LANSA Application Design

13.12.1 Using Mixed Mode Commitment Control

Enabling Mixed Mode Commitment Control allows Visual LANSA applications to emulate IBM i commitment control, so that if some files are under commitment control and other files are not under commitment control, the application behavior will closely emulate the behavior on an IBM i.

By default, the SQL/ODBC COMMIT issued for files not under commitment control after each I/O command also commits files under 13.12 Commitment Control, as a single database connection is used for updates to both kinds of files. When Mixed Mode Commitment Control is enabled, separate database connections are used to manage the two sets of files, so files under commitment control are only committed by an explicit COMMIT.

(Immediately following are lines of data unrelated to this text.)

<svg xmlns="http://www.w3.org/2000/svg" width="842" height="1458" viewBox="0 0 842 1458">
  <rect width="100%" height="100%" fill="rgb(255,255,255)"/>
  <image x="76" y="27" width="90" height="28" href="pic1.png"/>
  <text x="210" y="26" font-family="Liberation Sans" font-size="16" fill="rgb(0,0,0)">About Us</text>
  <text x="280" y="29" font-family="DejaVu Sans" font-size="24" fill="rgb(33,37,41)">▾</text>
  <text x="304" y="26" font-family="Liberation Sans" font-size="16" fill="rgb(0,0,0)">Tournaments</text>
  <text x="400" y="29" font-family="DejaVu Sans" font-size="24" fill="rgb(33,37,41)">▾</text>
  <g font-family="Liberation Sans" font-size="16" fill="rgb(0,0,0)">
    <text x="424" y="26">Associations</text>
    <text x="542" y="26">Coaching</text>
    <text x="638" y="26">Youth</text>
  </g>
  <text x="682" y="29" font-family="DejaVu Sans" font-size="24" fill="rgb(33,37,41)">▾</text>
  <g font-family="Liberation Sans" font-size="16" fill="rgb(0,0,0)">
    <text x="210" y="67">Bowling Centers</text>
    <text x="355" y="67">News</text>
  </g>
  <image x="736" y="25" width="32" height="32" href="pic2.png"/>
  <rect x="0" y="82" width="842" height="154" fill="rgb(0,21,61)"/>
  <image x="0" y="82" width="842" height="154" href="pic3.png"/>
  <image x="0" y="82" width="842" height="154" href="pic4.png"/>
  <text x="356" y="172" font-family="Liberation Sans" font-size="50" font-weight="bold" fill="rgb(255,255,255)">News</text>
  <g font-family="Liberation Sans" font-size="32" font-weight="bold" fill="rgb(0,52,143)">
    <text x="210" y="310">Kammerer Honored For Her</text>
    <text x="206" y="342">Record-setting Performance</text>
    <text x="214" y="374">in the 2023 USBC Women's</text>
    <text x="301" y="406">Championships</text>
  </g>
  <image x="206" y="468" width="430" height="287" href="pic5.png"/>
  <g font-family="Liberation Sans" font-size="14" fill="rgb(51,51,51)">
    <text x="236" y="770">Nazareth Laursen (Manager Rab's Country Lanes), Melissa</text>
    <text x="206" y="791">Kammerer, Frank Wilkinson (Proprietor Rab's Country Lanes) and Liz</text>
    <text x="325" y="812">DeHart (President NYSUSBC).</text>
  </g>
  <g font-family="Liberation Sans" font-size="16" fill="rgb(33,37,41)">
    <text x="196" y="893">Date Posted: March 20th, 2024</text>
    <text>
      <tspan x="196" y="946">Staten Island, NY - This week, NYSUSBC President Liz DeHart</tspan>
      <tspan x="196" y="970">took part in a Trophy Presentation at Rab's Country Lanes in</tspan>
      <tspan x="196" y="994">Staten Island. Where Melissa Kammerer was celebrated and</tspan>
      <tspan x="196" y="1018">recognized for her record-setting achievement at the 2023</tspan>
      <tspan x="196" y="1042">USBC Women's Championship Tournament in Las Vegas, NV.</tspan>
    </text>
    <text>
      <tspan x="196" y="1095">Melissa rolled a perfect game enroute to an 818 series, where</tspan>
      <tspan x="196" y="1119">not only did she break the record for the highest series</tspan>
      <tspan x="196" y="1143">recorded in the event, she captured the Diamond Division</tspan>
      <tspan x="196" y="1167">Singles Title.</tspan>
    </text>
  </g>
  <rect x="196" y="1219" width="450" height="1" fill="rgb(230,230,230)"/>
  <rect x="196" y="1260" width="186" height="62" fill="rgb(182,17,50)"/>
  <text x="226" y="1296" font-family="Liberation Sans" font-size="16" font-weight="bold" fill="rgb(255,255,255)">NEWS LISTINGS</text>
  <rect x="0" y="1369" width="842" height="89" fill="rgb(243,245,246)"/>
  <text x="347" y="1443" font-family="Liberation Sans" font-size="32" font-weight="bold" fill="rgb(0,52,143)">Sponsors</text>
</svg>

To enable Mixed Mode Commitment control, add the line "MIXED_MODE_COMMITMENT=YES" to the X_DBMENV.DAT file on the system where the OAMs are executed, under the appropriate database type. Refer to X_DBMENV.DAT in the Technical Reference Guide for further information. For example :

DATABASE_TYPE=MSSQLS

DATABASE_DESCRIPTION=Microsoft SQL Server

   ...

   MIXED_MODE_COMMITMENT=YES

 

If this line is not present exactly as shown then the new feature will not be enabled and all I/O commands will continue to function as they did before.

Changes to the MIXED_MODE_COMMITMENT setting are immediate. No regeneration or recompilation of applications is required when the MIXED_MODE_COMMITMENT setting for an environment is changed.

This feature may not be useable with the database SYNC_POINT optimization facility. Refer to SET_SESSION_VALUE in the Technical Reference Guide for information. LANSA therefore recommends these features are not used together.

Enabling Mixed Mode Commitment for the main database type also enables the feature for I/O operations to PC Other Files, regardless of their actual database type. Thus, if DBUT=MSSQLS and MIXED_MODE_COMMITMENT=YES has been specified for MSSQLS, any PC Other Files will also have mixed mode commitment enabled.

Batch control operations will be committed (or rolled back) in the same way that operations to their associated "owner" file are. Thus if file ITEM (that is, the "owner" file) has batch control logic associated with it that updates file ORDER, then the batch control updates/inserts to the ORDER file :

  • Will use the same database connection as is currently being used to update the ITEM file.
  • Will never be themselves committed. Commitments to the ORDER file are actually done (or not done) according to the rules effecting the "owner" ITEM file. If the ITEM file commits then the ORDER batch controls commit, if the ITEM file does not commit, then neither do the ORDER batch controls.